There are two ways to get infected from the bird flu. One is when a nonhuman virus and a human virus simultaneously infect another host such as a pig, which is well suited to accept both types of virus. There is also the possibility of direct transfer to humans.
"Most evidence is saying that the 1918 flu--the most severe of our recent pandemics--went straight from birds to people, but that is not entirely agreed upon," he said. "The major concern at the moment is that the H5N1 subtype of flu is widespread in wild birds. The other is that it is able to enter humans, and when it does, it causes a remarkably severe disease."
Roughly half of those infected with this virus have died of it, he said.

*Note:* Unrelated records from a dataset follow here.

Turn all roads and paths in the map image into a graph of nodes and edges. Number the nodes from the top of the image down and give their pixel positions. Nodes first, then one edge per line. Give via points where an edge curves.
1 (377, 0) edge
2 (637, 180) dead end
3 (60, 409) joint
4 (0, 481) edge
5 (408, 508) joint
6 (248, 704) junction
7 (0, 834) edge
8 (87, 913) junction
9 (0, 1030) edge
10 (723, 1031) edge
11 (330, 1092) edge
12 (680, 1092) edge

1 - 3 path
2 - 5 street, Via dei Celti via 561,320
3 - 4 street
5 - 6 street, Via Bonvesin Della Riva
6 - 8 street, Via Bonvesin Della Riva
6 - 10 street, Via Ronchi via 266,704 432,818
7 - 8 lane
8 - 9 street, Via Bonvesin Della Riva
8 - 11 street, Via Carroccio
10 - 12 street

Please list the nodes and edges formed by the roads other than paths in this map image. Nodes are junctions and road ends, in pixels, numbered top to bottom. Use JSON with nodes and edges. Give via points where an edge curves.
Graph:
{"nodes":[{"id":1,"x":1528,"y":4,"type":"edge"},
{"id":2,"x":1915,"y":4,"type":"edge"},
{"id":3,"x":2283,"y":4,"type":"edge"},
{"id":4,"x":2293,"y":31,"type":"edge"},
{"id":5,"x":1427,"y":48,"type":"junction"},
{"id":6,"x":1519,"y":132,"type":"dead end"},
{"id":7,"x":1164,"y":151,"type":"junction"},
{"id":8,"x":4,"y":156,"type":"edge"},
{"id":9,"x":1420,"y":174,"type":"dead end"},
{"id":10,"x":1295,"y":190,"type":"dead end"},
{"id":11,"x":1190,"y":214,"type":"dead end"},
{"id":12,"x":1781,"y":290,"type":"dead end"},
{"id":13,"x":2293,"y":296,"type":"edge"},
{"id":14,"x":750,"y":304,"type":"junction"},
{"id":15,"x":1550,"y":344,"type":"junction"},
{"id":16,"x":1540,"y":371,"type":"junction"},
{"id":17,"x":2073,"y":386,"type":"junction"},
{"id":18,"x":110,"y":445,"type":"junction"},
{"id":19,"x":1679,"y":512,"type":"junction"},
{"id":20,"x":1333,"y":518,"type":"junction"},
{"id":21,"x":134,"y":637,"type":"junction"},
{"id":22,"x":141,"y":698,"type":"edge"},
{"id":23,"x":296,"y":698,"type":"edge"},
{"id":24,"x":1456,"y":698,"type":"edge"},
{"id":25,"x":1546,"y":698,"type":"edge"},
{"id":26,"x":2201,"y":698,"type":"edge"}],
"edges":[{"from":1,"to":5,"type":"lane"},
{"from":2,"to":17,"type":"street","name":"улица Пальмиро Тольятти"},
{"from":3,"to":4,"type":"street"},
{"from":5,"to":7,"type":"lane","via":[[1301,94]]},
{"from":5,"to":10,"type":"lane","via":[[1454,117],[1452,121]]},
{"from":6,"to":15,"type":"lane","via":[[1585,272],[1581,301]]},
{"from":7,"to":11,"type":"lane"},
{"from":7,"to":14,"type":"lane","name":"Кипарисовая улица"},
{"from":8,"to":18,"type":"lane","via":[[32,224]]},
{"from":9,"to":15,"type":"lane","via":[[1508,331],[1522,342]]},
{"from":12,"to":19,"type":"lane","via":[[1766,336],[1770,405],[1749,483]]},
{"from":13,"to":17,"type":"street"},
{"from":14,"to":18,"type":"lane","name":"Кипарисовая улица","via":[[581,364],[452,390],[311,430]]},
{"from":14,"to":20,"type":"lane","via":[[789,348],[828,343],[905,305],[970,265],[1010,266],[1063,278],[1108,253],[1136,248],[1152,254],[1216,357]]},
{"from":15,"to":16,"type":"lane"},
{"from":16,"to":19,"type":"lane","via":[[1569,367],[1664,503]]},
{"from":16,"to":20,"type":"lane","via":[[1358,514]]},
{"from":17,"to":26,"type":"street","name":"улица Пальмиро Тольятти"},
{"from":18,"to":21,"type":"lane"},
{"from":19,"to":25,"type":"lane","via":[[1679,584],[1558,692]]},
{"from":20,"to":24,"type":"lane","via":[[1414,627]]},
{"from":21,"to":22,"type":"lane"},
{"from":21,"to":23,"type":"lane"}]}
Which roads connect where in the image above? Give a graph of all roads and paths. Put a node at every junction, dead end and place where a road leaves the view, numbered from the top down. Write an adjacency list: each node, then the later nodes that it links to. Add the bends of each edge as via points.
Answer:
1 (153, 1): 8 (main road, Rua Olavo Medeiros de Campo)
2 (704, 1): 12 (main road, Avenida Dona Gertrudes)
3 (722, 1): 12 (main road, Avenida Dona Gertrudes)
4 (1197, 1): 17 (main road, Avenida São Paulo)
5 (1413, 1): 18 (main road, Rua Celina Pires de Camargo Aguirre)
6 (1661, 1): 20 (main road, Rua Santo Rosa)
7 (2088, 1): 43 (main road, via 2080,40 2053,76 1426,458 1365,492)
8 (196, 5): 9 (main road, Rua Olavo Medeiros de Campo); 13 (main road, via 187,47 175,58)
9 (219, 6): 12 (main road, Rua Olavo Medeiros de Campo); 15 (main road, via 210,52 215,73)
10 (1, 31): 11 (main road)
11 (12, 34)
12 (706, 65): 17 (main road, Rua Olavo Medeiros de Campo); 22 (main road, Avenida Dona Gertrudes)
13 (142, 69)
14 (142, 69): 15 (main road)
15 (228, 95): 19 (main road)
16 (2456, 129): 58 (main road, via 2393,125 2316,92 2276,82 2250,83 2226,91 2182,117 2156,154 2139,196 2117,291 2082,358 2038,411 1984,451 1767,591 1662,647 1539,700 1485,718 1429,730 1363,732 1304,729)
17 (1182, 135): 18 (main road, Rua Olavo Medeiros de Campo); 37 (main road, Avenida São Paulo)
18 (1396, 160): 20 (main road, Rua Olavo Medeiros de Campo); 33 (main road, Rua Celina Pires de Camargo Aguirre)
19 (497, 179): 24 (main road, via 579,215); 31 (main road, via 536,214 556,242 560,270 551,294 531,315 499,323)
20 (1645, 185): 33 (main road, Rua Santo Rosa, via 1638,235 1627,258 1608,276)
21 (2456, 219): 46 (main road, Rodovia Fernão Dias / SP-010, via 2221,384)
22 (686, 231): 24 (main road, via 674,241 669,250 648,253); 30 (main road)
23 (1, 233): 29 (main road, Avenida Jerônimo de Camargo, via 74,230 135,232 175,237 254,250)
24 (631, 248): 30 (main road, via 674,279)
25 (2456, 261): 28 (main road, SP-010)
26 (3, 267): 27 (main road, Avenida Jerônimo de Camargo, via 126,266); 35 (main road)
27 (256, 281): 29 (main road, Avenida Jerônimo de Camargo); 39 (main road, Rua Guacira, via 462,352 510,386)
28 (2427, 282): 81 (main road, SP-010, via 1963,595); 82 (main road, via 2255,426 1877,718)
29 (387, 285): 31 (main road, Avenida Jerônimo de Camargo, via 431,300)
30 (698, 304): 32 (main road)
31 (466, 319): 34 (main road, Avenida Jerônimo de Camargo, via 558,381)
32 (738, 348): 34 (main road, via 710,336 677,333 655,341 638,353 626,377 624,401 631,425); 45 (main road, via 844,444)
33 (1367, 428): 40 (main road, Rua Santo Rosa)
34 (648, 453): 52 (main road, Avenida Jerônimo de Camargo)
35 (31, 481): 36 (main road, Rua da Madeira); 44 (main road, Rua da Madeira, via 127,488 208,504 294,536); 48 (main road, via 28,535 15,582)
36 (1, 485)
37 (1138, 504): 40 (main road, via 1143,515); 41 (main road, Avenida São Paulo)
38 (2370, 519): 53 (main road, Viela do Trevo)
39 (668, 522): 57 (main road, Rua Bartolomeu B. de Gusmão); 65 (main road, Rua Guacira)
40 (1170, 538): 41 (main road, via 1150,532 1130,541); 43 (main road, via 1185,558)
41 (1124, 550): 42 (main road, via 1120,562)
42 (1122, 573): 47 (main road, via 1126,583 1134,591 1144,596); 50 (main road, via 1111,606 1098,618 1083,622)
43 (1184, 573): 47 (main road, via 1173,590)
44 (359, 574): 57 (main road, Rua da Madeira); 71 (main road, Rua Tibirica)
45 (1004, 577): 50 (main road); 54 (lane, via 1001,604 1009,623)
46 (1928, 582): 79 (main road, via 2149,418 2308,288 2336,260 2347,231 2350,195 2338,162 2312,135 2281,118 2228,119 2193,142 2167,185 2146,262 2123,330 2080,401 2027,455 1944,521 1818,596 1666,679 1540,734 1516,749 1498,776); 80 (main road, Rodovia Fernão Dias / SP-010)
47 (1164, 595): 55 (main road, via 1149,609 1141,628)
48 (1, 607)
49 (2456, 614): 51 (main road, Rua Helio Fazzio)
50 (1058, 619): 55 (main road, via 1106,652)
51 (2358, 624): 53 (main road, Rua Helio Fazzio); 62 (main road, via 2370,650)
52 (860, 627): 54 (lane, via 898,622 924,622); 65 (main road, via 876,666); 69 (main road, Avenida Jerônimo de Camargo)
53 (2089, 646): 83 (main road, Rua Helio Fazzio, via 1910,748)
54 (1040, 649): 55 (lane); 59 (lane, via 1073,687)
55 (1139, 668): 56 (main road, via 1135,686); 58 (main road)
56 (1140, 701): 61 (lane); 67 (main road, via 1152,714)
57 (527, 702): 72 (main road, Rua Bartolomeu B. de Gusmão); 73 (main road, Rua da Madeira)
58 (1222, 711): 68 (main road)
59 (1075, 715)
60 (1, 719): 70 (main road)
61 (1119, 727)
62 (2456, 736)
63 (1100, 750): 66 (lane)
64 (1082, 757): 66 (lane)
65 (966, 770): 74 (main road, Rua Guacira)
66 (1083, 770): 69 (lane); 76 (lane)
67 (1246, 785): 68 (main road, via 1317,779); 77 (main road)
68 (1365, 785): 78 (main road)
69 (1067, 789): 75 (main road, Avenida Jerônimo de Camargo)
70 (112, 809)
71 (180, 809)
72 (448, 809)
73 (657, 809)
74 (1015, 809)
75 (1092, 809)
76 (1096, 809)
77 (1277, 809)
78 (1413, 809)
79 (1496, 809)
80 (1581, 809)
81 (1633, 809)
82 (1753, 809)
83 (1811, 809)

Mr. Lipsitch explained that pandemics occur with a historical frequency of three-to-four times a century. Although they happen with some regularity, the intervals between pandemics are irregular. "So, when you hear people say we're overdue for a pandemic, because it's been 38 years since the last one, you should be skeptical," he said.
He added that many think the risk at the moment is above the historical average. "The reason has to do with H5N1, because it's widespread in birds, in places where they have impact with people--and the risk of death where there is infection is considerable," he said.
The other argument for why the risk may be high, he said, is "the pattern of contact we have between humans and hosts. China is perhaps the most notorious, where human contact with [bird] species is high."
On a positive note, he said most of the decline in disease mortality in the 20th century preceded or predated "our ability to do modern medicine--which happened before the introduction of antibiotics and vaccines in the 1940s."
The good news about that, he said, is that "something besides modern medicine improved our ability to withstand infectious diseases."